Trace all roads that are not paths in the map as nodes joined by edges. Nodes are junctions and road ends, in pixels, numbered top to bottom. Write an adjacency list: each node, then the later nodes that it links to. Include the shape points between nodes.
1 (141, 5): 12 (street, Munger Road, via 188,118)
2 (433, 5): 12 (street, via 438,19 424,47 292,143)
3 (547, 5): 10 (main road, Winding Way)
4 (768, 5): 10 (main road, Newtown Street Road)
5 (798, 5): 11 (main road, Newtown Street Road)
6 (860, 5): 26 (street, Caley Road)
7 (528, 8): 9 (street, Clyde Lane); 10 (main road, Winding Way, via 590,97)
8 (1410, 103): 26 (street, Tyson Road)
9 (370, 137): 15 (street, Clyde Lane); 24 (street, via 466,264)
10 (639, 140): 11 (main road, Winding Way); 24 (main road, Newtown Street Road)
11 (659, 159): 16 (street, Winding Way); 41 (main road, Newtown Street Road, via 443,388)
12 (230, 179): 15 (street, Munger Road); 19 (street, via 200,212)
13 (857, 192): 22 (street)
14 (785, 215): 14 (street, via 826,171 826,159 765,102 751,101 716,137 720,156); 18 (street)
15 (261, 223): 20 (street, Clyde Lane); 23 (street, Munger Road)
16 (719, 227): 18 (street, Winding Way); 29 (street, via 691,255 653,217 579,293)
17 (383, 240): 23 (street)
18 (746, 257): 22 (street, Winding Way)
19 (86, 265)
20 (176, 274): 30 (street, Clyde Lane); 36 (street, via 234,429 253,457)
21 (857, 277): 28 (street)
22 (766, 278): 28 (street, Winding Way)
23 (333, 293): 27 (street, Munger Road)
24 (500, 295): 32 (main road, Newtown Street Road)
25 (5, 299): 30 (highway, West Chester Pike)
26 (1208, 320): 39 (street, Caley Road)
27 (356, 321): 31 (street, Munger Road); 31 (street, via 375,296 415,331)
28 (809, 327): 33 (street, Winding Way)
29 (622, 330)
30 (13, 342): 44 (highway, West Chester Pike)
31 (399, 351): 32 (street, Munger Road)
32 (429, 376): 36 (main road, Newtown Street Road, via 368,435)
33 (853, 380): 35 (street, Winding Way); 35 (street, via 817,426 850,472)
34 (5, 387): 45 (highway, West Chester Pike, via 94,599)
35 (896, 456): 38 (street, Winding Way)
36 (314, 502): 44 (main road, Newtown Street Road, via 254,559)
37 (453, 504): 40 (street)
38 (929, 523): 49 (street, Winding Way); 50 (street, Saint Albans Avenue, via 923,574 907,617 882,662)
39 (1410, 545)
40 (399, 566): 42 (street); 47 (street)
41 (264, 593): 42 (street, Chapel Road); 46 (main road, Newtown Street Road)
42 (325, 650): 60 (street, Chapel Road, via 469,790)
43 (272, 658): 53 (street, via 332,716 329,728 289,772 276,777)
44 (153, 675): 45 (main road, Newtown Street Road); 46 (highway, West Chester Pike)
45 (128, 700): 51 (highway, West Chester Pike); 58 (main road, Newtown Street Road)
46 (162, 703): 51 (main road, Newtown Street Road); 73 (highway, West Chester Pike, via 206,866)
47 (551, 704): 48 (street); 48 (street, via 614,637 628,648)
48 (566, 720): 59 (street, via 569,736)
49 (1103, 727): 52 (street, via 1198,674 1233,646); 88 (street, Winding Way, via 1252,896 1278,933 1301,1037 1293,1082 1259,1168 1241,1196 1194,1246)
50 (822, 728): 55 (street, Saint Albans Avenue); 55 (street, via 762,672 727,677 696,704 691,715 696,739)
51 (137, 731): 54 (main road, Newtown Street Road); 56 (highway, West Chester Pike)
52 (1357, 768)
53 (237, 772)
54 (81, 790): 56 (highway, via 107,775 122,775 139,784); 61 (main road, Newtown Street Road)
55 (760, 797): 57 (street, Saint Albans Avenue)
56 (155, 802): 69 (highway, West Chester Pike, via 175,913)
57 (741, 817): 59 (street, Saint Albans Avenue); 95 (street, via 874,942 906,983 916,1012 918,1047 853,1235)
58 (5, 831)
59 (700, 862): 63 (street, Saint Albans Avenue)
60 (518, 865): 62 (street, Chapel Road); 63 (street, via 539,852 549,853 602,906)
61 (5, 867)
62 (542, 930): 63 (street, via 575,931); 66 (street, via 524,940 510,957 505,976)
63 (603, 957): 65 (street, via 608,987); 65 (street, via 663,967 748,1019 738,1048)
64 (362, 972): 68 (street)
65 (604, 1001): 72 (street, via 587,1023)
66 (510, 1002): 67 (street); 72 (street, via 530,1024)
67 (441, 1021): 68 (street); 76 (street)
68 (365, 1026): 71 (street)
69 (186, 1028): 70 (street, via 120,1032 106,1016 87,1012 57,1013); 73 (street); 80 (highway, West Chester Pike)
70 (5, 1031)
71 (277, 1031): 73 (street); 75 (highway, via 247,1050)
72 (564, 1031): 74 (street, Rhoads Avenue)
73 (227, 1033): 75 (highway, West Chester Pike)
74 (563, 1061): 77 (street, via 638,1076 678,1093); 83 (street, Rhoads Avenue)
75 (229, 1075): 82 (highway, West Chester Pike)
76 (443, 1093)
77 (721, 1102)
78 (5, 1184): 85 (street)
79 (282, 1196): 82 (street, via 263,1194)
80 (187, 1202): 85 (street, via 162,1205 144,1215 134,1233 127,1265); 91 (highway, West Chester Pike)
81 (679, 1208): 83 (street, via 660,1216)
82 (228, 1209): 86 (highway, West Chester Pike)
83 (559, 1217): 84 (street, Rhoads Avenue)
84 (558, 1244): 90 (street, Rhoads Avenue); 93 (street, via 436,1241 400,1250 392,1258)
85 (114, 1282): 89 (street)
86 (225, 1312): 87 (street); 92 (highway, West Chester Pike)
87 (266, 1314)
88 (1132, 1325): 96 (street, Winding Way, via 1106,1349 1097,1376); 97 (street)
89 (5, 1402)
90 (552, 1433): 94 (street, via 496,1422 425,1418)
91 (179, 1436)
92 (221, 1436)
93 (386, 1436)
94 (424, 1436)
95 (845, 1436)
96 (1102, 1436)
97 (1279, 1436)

━━━━━━━━━━

Copy out each line in the preceding records that contains "Clyde".

• Exercise solution:
7 (528, 8): 9 (street, Clyde Lane); 10 (main road, Winding Way, via 590,97)
9 (370, 137): 15 (street, Clyde Lane); 24 (street, via 466,264)
15 (261, 223): 20 (street, Clyde Lane); 23 (street, Munger Road)
20 (176, 274): 30 (street, Clyde Lane); 36 (street, via 234,429 253,457)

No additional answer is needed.